I think the major thing we need is the ability to be resilient. Change is happening very fast. Change is happening in ways that are not always foreseeable and whose implications are not at all foreseeable. I always like the example of electric cars. GM [General Motors] has said that in 15 years all its cars will be electric. The Thai government has recently made a similar announcement claiming 30 percent [of cars] will be electric. The knock-on effects of something like that are enormous. Suddenly, we don’t need parking spaces. We don’t need our own individual car. All that space can be used for something else. Traffic rules can be negotiated between the cars themselves.

So, to be resilient, you need to be able to be comfortable in environments that are very different from the environment today. You need to be able to see creative entrepreneurial solutions and to implement those solutions. That’s what we’re trying to teach. How do you teach that? I’m not so certain we know but we try our best and I think action learning [and] getting people to try things out is an important part of that.

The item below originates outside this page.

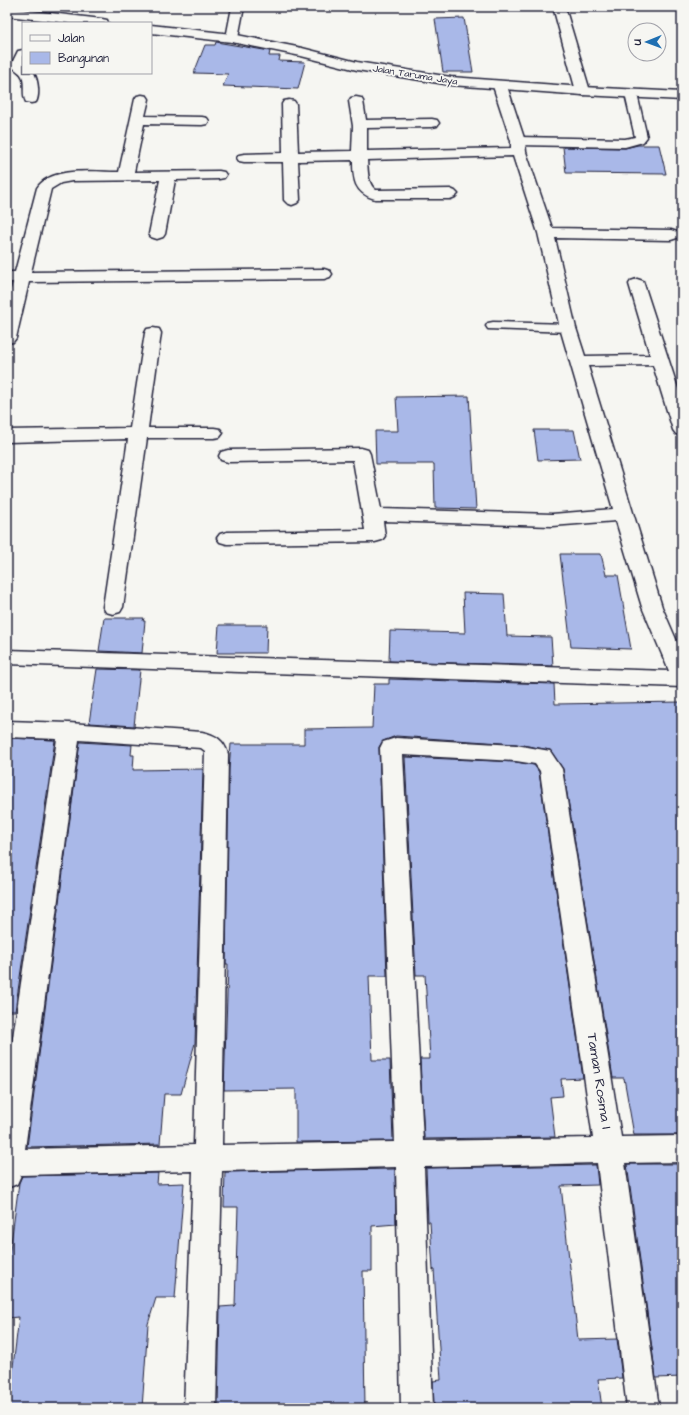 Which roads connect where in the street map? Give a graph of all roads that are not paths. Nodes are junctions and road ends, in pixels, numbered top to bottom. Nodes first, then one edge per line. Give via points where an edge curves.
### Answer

How can business schools in emerging economies market themselves to compete with their counterparts in advanced economies in drawing students and researchers?

It’s actually a lot easier to draw the researchers and professors than it is to draw the students. We recently expanded our faculty by about 40 percent, hiring internationally for the first time. You have an attractive value proposition, particularly for people that are already doing research in Asia. [Because] the fastest growing businesses are in Asia, that’s quite a lot of people.

For students, it’s a bit different and difficult. Students are obviously risk averse and I suspect their parents are even more risk averse and it’s quite an undertaking to decide you’re not going to business school in Michigan. You’re going to go to business school in Bangkok. That’s a big step.

So, what do we do about that? First of all, we do a lot of marketing. We try to present video presentations of Sasin and of the environment, so people see that we don’t actually live in the jungle and go to work on elephants! And we try to show the advantages of being in Asia. I think most people have an idea that Asia is the future. If you really believe that, you go to school in Shanghai or Beijing [and] that’s very scary. We try to present Bangkok as the user-friendly [and] customer friendly part of Asia. Is it easy? I think we’ve got to keep on doing it for many years. Of course, we have exchange programs and dual degree programs and as I mentioned, the international action learning. So, people get to know the environment bit by bit. Then, of course, we have a pandemic which kind of undoes all that work!

Our positioning is: Inspire. Connect. Transform. For a better, smarter, sustainable world. I think that kind of says it all. I think this is the age of creativity. This is the age of entrepreneurship and this is the age of inspiration. Connections are important everywhere, but in Asia especially, connections are doubly important. If the infrastructure is difficult to understand and perhaps arbitrary, it is connections that will get you through. And then, of course, transformation. If we go on doing business as we are, if we go on choking on smoggy days, we’re not going to exist for long and so, we really do need a total change in the way we do business and in the way we live our lives. Everyone kind of knows that but nobody does it.